#### INFORMATION SUPPLIED:

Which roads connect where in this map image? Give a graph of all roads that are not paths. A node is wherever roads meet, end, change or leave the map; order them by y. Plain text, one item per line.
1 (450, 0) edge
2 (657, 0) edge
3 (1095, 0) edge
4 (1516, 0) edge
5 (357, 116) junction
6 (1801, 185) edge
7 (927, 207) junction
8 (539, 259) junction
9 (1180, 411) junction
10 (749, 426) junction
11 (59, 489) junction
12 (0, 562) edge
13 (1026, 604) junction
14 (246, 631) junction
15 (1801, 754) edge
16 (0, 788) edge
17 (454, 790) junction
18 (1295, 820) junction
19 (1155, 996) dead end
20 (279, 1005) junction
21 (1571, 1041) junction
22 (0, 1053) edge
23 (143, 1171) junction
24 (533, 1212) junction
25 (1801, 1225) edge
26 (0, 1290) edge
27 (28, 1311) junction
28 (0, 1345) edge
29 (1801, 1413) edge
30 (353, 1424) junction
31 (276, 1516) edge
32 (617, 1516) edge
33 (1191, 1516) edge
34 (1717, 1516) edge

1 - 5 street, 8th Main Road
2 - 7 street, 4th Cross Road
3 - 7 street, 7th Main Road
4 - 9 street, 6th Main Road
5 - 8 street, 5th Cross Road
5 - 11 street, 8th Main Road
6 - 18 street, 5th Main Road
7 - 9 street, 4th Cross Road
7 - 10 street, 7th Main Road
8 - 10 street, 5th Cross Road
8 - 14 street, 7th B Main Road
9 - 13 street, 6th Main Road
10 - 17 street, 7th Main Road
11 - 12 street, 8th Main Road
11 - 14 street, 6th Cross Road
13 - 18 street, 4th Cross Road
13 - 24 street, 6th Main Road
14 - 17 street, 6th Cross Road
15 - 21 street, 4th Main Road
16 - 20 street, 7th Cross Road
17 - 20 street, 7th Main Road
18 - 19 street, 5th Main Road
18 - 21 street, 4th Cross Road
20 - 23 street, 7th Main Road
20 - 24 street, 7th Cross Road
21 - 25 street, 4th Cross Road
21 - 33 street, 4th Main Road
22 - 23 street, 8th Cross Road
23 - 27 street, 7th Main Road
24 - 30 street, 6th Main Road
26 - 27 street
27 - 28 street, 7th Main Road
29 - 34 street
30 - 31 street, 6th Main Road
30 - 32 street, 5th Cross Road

#### AIM OF THE TASK:
Without skipping anything, transcribe every line above exactly.

#### RESPONSE TO THE EXERCISE:
Which roads connect where in this map image? Give a graph of all roads that are not paths. A node is wherever roads meet, end, change or leave the map; order them by y. Plain text, one item per line.
1 (450, 0) edge
2 (657, 0) edge
3 (1095, 0) edge
4 (1516, 0) edge
5 (357, 116) junction
6 (1801, 185) edge
7 (927, 207) junction
8 (539, 259) junction
9 (1180, 411) junction
10 (749, 426) junction
11 (59, 489) junction
12 (0, 562) edge
13 (1026, 604) junction
14 (246, 631) junction
15 (1801, 754) edge
16 (0, 788) edge
17 (454, 790) junction
18 (1295, 820) junction
19 (1155, 996) dead end
20 (279, 1005) junction
21 (1571, 1041) junction
22 (0, 1053) edge
23 (143, 1171) junction
24 (533, 1212) junction
25 (1801, 1225) edge
26 (0, 1290) edge
27 (28, 1311) junction
28 (0, 1345) edge
29 (1801, 1413) edge
30 (353, 1424) junction
31 (276, 1516) edge
32 (617, 1516) edge
33 (1191, 1516) edge
34 (1717, 1516) edge

1 - 5 street, 8th Main Road
2 - 7 street, 4th Cross Road
3 - 7 street, 7th Main Road
4 - 9 street, 6th Main Road
5 - 8 street, 5th Cross Road
5 - 11 street, 8th Main Road
6 - 18 street, 5th Main Road
7 - 9 street, 4th Cross Road
7 - 10 street, 7th Main Road
8 - 10 street, 5th Cross Road
8 - 14 street, 7th B Main Road
9 - 13 street, 6th Main Road
10 - 17 street, 7th Main Road
11 - 12 street, 8th Main Road
11 - 14 street, 6th Cross Road
13 - 18 street, 4th Cross Road
13 - 24 street, 6th Main Road
14 - 17 street, 6th Cross Road
15 - 21 street, 4th Main Road
16 - 20 street, 7th Cross Road
17 - 20 street, 7th Main Road
18 - 19 street, 5th Main Road
18 - 21 street, 4th Cross Road
20 - 23 street, 7th Main Road
20 - 24 street, 7th Cross Road
21 - 25 street, 4th Cross Road
21 - 33 street, 4th Main Road
22 - 23 street, 8th Cross Road
23 - 27 street, 7th Main Road
24 - 30 street, 6th Main Road
26 - 27 street
27 - 28 street, 7th Main Road
29 - 34 street
30 - 31 street, 6th Main Road
30 - 32 street, 5th Cross Road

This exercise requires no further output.